- PROVIDED ENTRIES:
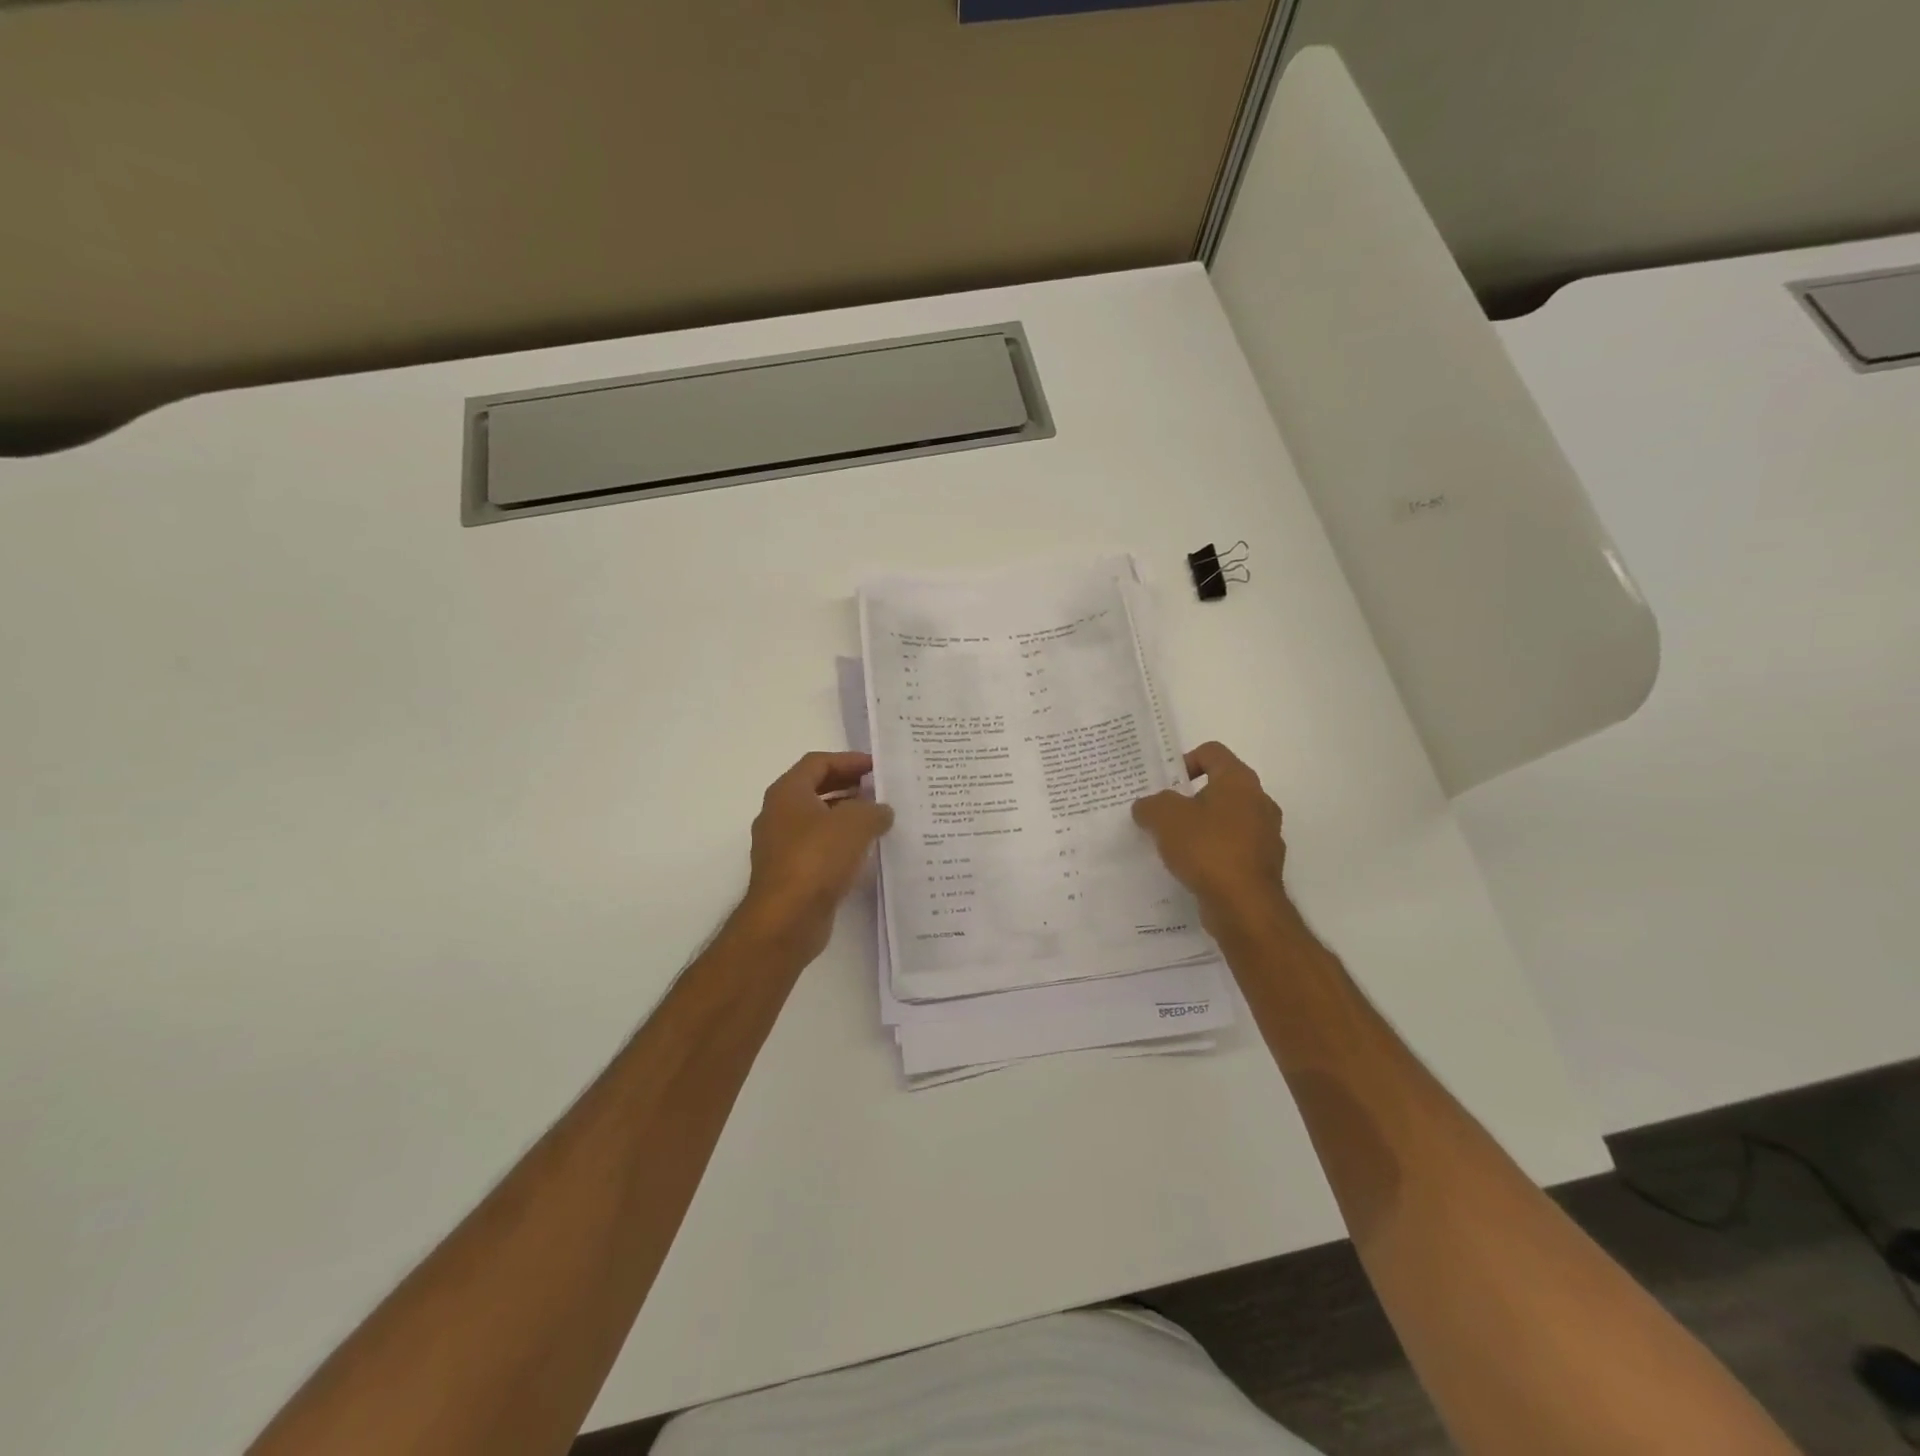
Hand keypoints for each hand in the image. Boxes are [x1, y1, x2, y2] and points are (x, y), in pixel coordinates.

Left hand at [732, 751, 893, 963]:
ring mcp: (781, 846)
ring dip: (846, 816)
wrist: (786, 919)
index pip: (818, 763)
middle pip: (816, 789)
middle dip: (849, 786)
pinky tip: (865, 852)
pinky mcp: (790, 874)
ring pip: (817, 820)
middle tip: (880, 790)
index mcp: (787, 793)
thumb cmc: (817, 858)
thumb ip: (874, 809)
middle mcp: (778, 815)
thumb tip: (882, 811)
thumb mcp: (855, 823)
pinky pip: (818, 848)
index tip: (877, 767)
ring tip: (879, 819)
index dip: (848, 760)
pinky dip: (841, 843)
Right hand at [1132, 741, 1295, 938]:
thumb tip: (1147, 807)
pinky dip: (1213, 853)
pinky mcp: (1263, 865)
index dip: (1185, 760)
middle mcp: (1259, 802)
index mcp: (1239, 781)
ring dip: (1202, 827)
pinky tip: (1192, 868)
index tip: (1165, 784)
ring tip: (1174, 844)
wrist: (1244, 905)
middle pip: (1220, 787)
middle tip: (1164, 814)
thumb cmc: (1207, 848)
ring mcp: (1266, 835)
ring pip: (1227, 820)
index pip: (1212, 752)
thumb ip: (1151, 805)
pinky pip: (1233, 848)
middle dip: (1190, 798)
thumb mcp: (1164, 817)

- ACTIVITY: From the first line of the material down to the line containing "ring tip: (879, 819)", inclusive, return each line exactly, skipping any picture.

- SOLUTION TO THE PROBLEM:
Hand keypoints for each hand in the image. Boxes are [x1, y1, x2, y2] and points are (x, y), in pixel coordinates.

Left hand at [732, 751, 893, 963]:
ring mcp: (781, 846)
ring dip: (846, 816)
wrist: (786, 919)
index pip: (818, 763)
middle pip: (816, 789)
middle dip: (849, 786)
pinky tip: (865, 852)
pinky mcp: (790, 874)
ring pip: (817, 820)
middle tip: (880, 790)
index mcp: (787, 793)
thumb cmc: (817, 858)
thumb ip: (874, 809)
middle mcp: (778, 815)
thumb tip: (882, 811)
thumb mcp: (855, 823)
pinky pip: (818, 848)
index tip: (877, 767)
ring tip: (879, 819)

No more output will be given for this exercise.